In many divorces, the house is frequently sold during or shortly after the divorce. This is generally because one, or in some cases, two streams of income were sufficient to maintain the carrying costs on one household, but would be insufficient to maintain the carrying costs on two households. In other occasions, a spouse cannot afford to keep the house for a number of other reasons and so the house is sold.
But this is not always the case.
Sometimes there are sufficient assets, such that one party can buy out the other. The house would be formally appraised to establish its value. The appraisal is conducted by a licensed appraiser who provides a comprehensive appraisal of fair market value, almost always using a comparative approach to valuation.

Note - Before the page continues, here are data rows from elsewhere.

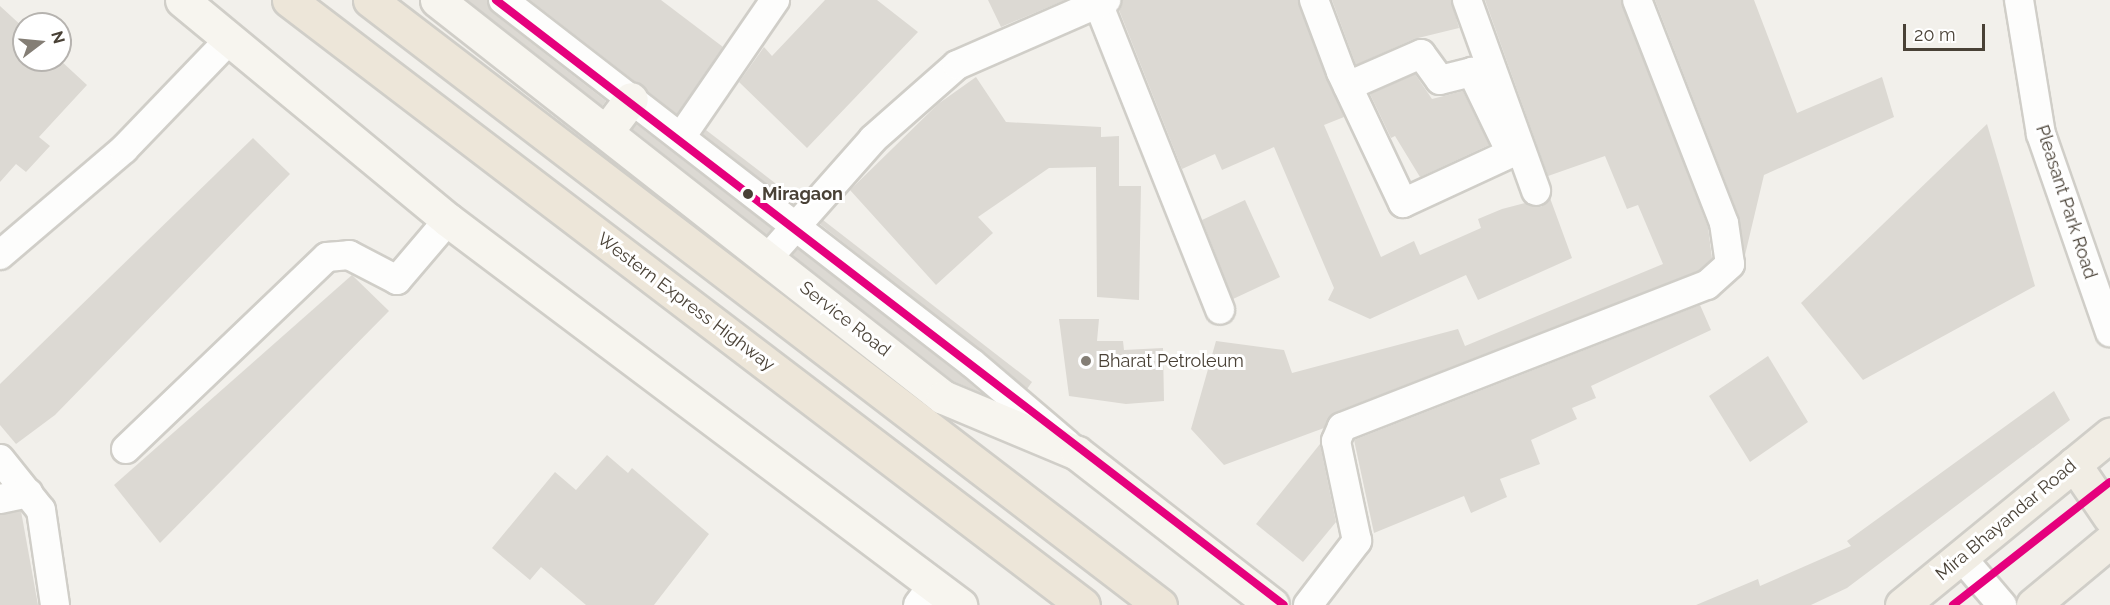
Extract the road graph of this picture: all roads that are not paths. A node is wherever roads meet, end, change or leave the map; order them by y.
1 (182, 0) edge
2 (289, 0) edge
3 (370, 0) edge
4 (437, 0) edge
5 (503, 0) edge
6 (775, 0) edge
7 (1314, 0) edge
8 (1467, 0) edge
9 (1637, 0) edge
10 (2019, 0) edge
11 (1102, 2) edge
12 (230, 39) junction
13 (1348, 86) junction
14 (631, 99) junction
15 (606, 132) junction
16 (681, 137) junction
17 (1536, 191) dead end
18 (448, 220) junction
19 (796, 225) junction
20 (0, 255) edge
21 (767, 259) junction
22 (1220, 310) dead end
23 (2110, 332) edge
24 (2110, 435) edge
25 (126, 449) dead end
26 (1077, 453) junction
27 (0, 459) edge
28 (2074, 464) junction
29 (28, 493) junction
30 (0, 499) edge
31 (2110, 517) edge
32 (2110, 542) edge
33 (1962, 558) junction
34 (926, 595) edge
35 (55, 605) edge
36 (960, 605) edge
37 (1083, 605) edge
38 (1160, 605) edge
39 (1272, 605) edge
40 (1308, 605) edge
41 (1902, 605) edge
42 (2002, 605) edge
43 (2033, 605) edge

1 - 12 main road
2 - 37 highway, Western Express Highway
3 - 38 highway
4 - 15 main road, Service Road
5 - 14 street
6 - 16 street
7 - 13 street
8 - 17 street
9 - 40 street
10 - 23 street, Pleasant Park Road
11 - 19 street
11 - 22 street
12 - 18 main road
12 - 20 street
13 - 13 street
14 - 15 main road
14 - 16 street
15 - 21 main road, Service Road
16 - 19 street
18 - 25 street
18 - 34 main road
19 - 21 street
19 - 26 street
21 - 26 main road, Service Road
24 - 28 main road, Mira Bhayandar Road
26 - 39 main road, Service Road
27 - 29 street
28 - 31 main road
28 - 33 main road, Mira Bhayandar Road
29 - 30 street
29 - 35 street
32 - 43 main road
33 - 41 main road, Mira Bhayandar Road
33 - 42 street
34 - 36 main road

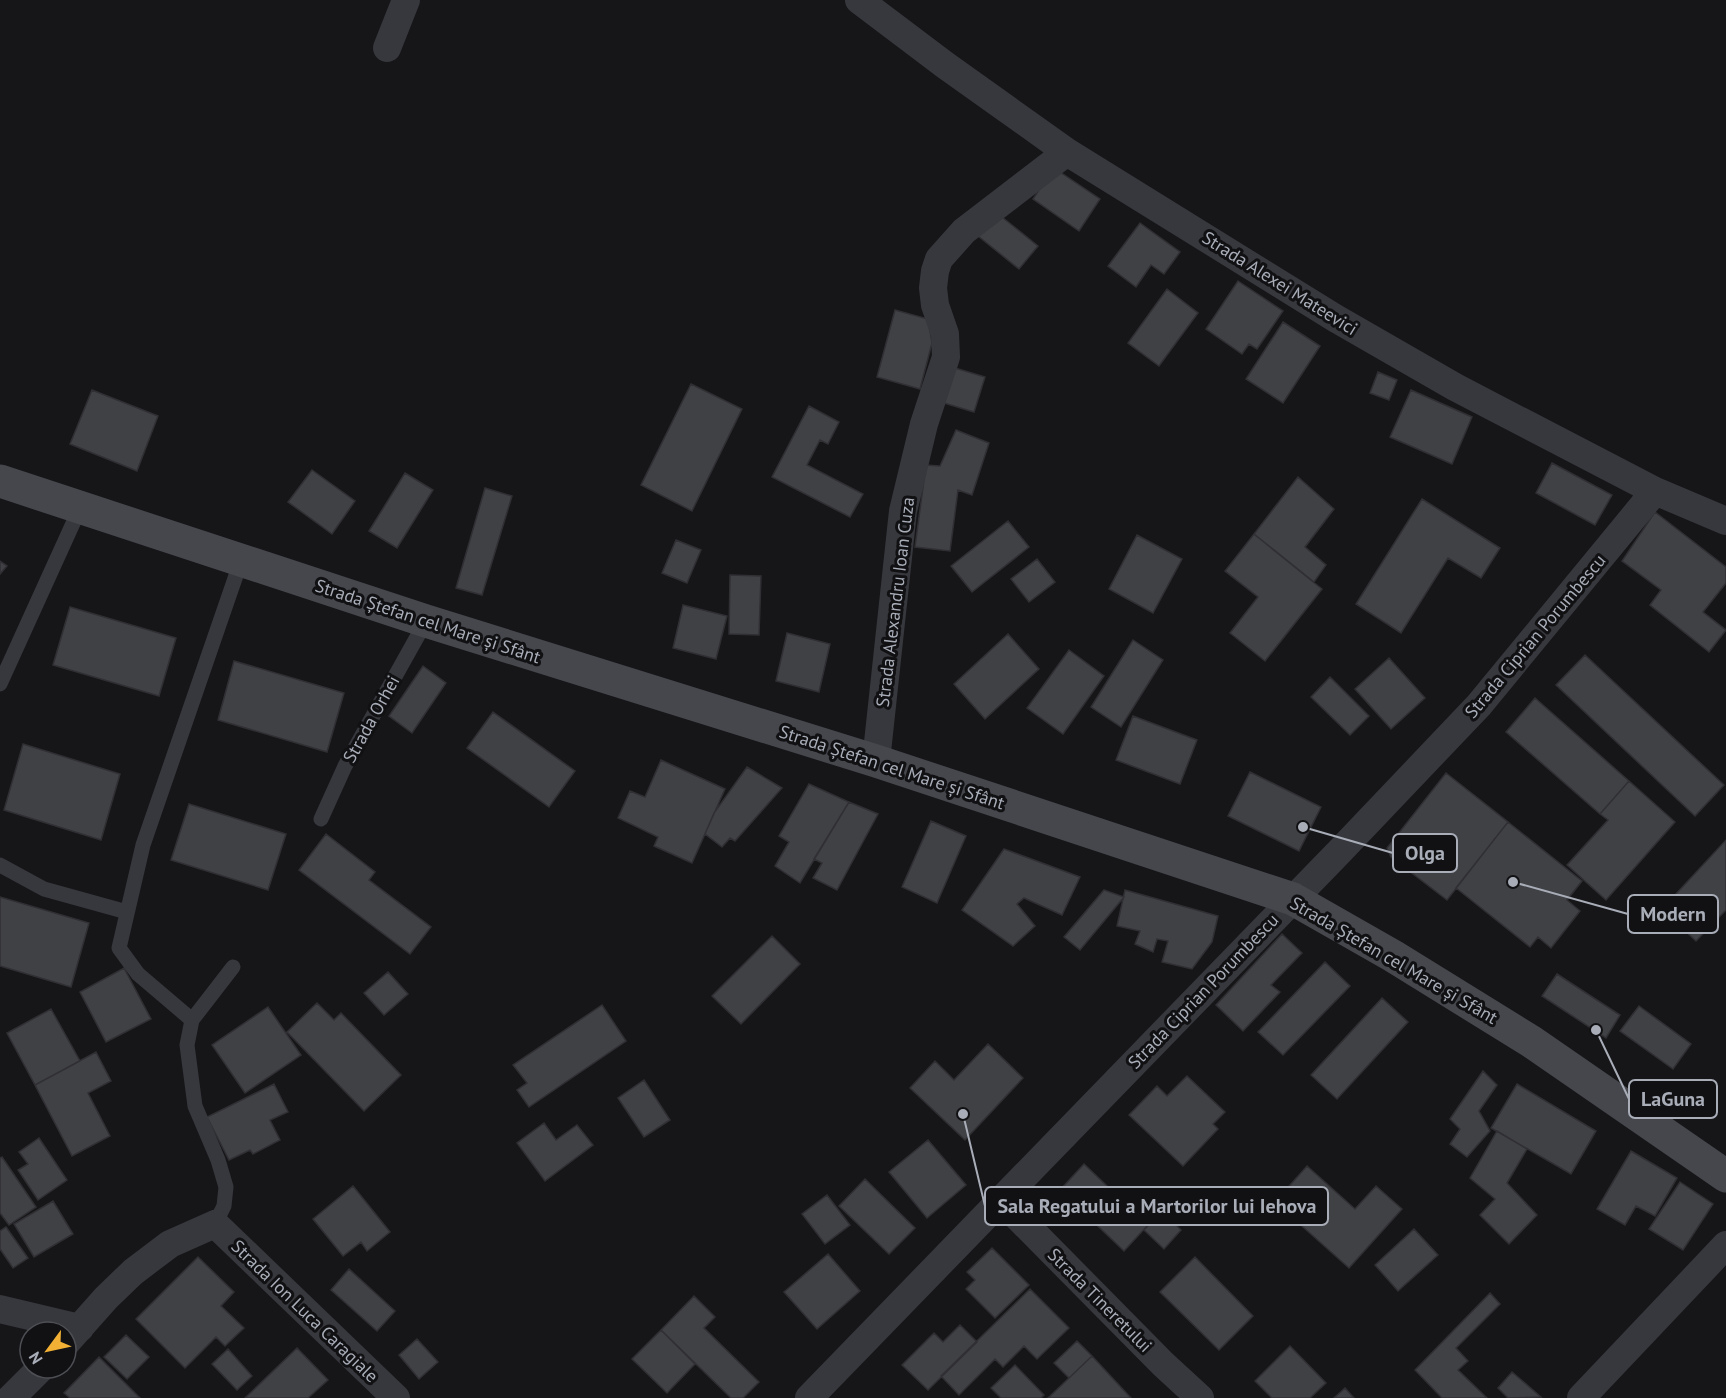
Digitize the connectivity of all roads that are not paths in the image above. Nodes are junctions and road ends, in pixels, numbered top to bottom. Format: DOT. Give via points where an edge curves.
graph roads {
  1 [pos="406,0"];
  2 [pos="859,0"];
  3 [pos="387,48"];
  4 [pos="1067,152"];
  5 [pos="0,481"];
  6 [pos="1655,491"];
  7 [pos="80,508"];
  8 [pos="1726,521"];
  9 [pos="241,561"];
  10 [pos="426,621"];
  11 [pos="0,684"];
  12 [pos="876,761"];
  13 [pos="321,819"];
  14 [pos="0,865"];
  15 [pos="1293,899"];
  16 [pos="128,912"];
  17 [pos="233,967"];
  18 [pos="192,1020"];
  19 [pos="1726,1176"];
  20 [pos="1001,1200"];
  21 [pos="214,1224"];
  22 [pos="1726,1245"];
  23 [pos="0,1309"];
  24 [pos="31,1320"];
  25 [pos="78,1329"];
  26 [pos="29,1380"];
  27 [pos="11,1398"];
  28 [pos="396,1398"];
  29 [pos="808,1398"];
  30 [pos="1200,1398"];
  31 [pos="1581,1398"];
  1 -- 3 [label="street"];
  2 -- 4 [label="street, Strada Alexei Mateevici"];
  4 -- 6 [label="street, Strada Alexei Mateevici" via="1455,387"];
  4 -- 12 [label="street, Strada Alexandru Ioan Cuza" via="964,231 939,259 935,271 935,305 945,334 946,357 924,424 903,511"];
  5 -- 7 [label="main road, Strada Ștefan cel Mare și Sfânt"];
  6 -- 8 [label="street, Strada Alexei Mateevici"];
  6 -- 15 [label="street, Strada Ciprian Porumbescu" via="1479,705"];
  7 -- 9 [label="main road, Strada Ștefan cel Mare și Sfânt"];
  7 -- 11 [label="lane"];
  9 -- 10 [label="main road, Strada Ștefan cel Mare și Sfânt"];
  9 -- 16 [label="lane" via="143,845"];
  10 -- 12 [label="main road, Strada Ștefan cel Mare și Sfânt"];
  10 -- 13 [label="lane, Strada Orhei" via="345,766"];
  12 -- 15 [label="main road, Strada Ștefan cel Mare și Sfânt"];
  14 -- 16 [label="lane" via="44,889"];
  15 -- 19 [label="main road, Strada Ștefan cel Mare și Sfânt" via="1532,1042"];
  15 -- 20 [label="street, Strada Ciprian Porumbescu"];
  16 -- 18 [label="lane" via="119,948 138,974"];
  17 -- 18 [label="lane"];
  18 -- 21 [label="lane" via="187,1045 195,1106 226,1187 224,1206"];
  20 -- 29 [label="street, Strada Ciprian Porumbescu"];
  20 -- 30 [label="street, Strada Tineretului"];
  21 -- 25 [label="street" via="170,1244 133,1272"];
  21 -- 28 [label="street, Strada Ion Luca Caragiale"];
  22 -- 31 [label="street"];
  23 -- 24 [label="street"];
  26 -- 27 [label="street"];
}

Once that value is established, the spouse retaining the home would buy out the other’s interest in the home by providing a lump sum payment in an amount equal to some proportion of the equity in the house (i.e., appraised value less encumbrances). This is frequently done in cash, with the other spouse retaining a disproportionate share of a cash or cash equivalent account. On other occasions, the spouse retaining the home refinances a mortgage, as part of a transfer of title and to come up with the cash as part of the refinancing process. In a small number of cases, a different kind of asset is divided disproportionately, but parties must take care to apply the appropriate discounts in case there are embedded taxes in the other asset or some other circumstances which merit a discount.
However, in the appropriate case, the parties both continue to own the home post-divorce. This generally occurs when one party cannot afford to keep the home on his or her own, but the parties agree that there are other considerations which make continued joint ownership of the home desirable. For example, they could want to keep the home for a year or two until a child graduates from high school, and then sell the home.
In these cases, it is critical not only to establish what the sale process and the disposition of the net proceeds would look like if/when the home is eventually sold, but also the terms of continued joint ownership. Who is going to be responsible for the mortgage? For the taxes? Who gets to claim the taxes on their income tax return? Is there a credit for appreciation due to paying down the principal? What happens if someone fails to make a mortgage payment? What happens if repairs to the home are needed?
These and other considerations need to be clearly established and delineated in any agreement. Otherwise, there could be substantial repercussions to one or both parties. Keeping a house post-divorce is doable, but needs to be done correctly and thoroughly to avoid any potential issues.